À l'unité de soins intensifs, il y a ce jeune homme, mis en chambre d'isolement et sous contention depuis presque trois semaines. Il nous a été envoyé d'une unité pour malades difficiles. C'est un patient qui dans le langage courant des services de psychiatrie, passe à l'acte. Il est hétéroagressif, c'est à dire qu'il agresse physiquement les autres.
Depuis qu'il a commencé à menacer l'équipe, le médecin a décidé qu'il serait attaché.
La contention a ses vertus thérapeutiques. Elle prévient les passages à l'acte, aussi bien envers autrui qu'envers le patient lui-même, mais permet également à ce dernier de se recentrer, de pouvoir lorsque son état psychique ne le permet pas, de se poser.
Soit.
Il y a donc ce patient qui toute la journée durant reste attaché dans une chambre fermée.

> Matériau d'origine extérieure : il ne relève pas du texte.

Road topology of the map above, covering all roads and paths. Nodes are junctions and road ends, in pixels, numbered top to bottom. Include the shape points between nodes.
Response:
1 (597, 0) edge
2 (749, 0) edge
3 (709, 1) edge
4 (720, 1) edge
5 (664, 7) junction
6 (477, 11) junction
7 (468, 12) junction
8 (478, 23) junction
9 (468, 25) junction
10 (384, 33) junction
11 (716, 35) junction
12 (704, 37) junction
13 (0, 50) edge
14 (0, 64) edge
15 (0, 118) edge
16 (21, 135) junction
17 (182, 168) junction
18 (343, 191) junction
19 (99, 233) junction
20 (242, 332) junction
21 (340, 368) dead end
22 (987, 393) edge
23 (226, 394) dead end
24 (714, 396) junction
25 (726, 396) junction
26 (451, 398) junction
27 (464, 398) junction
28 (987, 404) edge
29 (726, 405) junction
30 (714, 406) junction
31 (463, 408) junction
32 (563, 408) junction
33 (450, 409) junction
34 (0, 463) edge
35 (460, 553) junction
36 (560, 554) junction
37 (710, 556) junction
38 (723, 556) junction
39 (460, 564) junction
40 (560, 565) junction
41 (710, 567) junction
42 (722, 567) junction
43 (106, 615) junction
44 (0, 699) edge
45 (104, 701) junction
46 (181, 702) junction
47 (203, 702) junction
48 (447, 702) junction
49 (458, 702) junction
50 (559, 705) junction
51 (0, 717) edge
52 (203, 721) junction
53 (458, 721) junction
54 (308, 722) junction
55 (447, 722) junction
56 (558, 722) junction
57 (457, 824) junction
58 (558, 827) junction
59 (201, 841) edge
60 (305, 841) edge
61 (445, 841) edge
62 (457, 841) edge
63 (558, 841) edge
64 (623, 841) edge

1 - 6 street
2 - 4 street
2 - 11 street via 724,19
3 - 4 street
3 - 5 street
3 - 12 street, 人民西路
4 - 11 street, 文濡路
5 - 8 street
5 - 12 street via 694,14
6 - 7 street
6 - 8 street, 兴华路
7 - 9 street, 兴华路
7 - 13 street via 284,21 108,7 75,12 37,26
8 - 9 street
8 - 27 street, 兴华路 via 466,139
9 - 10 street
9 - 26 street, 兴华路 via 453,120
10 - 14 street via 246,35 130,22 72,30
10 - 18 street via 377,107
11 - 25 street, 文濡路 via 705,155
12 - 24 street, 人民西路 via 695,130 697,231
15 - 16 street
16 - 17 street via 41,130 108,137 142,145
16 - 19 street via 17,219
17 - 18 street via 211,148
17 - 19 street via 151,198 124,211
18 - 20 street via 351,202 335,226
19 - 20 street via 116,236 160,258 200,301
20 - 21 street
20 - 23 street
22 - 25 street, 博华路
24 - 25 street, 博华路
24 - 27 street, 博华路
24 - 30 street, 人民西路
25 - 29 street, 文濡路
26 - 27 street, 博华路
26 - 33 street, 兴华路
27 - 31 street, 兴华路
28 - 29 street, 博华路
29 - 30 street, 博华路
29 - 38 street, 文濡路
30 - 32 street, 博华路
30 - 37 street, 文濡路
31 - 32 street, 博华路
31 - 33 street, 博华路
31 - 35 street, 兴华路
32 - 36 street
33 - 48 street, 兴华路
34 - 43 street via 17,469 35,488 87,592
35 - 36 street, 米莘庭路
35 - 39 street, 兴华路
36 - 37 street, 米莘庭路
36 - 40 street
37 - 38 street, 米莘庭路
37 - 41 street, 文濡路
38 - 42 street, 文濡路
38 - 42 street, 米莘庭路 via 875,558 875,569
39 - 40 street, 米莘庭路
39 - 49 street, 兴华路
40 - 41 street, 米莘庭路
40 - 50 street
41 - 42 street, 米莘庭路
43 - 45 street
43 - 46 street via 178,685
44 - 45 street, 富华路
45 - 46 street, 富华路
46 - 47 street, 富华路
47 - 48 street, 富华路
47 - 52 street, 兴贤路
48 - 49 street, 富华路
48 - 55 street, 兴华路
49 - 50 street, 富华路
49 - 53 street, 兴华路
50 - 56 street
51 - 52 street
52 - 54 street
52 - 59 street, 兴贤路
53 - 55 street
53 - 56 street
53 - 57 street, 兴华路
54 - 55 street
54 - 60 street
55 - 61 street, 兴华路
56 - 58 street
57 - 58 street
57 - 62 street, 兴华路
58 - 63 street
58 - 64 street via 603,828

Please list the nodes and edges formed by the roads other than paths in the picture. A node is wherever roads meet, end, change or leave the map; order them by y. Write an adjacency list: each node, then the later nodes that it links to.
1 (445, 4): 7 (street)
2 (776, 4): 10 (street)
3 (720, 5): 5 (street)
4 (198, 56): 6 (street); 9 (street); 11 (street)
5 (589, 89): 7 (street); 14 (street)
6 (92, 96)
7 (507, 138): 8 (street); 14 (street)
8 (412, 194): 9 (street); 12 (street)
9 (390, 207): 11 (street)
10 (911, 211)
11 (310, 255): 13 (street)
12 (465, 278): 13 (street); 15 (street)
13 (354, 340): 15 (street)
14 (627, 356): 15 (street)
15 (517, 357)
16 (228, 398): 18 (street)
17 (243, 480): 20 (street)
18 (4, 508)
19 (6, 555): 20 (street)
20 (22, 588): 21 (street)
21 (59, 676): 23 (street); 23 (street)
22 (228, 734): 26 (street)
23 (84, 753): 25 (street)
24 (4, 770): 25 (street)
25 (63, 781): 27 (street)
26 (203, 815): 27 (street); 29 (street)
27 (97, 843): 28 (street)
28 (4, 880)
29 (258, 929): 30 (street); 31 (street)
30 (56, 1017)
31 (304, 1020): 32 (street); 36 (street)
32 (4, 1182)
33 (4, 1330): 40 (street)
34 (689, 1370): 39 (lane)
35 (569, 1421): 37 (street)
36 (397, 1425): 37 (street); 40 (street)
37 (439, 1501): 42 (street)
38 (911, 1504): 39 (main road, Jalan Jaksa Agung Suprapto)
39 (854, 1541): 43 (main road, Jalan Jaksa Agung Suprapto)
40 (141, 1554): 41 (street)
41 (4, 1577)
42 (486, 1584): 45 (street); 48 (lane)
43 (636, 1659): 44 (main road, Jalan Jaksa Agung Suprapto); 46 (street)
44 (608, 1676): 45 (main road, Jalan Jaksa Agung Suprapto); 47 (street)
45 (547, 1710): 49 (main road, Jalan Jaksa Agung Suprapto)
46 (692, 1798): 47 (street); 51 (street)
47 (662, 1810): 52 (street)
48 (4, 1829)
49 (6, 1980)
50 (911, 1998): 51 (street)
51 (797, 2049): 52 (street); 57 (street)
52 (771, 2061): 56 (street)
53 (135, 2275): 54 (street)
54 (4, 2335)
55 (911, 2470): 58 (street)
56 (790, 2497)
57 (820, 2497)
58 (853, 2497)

Nous allons le voir régulièrement, pour voir si tout va bien, pour surveiller son état, pour humaniser un peu l'enfermement. Parfois, il nous demande quand il serait détaché. Nous lui répondons stupidement et lâchement que c'est au médecin d'en décider et que pour l'instant, nous ne pouvons faire autrement.
L'évitement, un beau mécanisme de défense...
L'autre jour, M. L. m'a fait rire : il imitait l'accent du sud des infirmiers qui s'étaient occupé de lui à l'UMD de Montfavet.
Depuis quelques temps, M. L. semble moins tendu. À chaque fois que nous allons le voir, il nous gratifie d'un sourire très pur, candide, comme celui d'un enfant...
C'est dans cette unité de soins intensifs que je travaille désormais. Dix lits, deux chambres d'isolement, un service fermé. Univers presque carcéral.
Je n'aime pas.
Souvent, je me dis : et si je retournais au foyer ?
Puis je me retiens, m'interdisant cette pensée, espérant que demain, un jour, je m'y ferai, à ce nouveau service qu'on appelle si subtilement l'USI.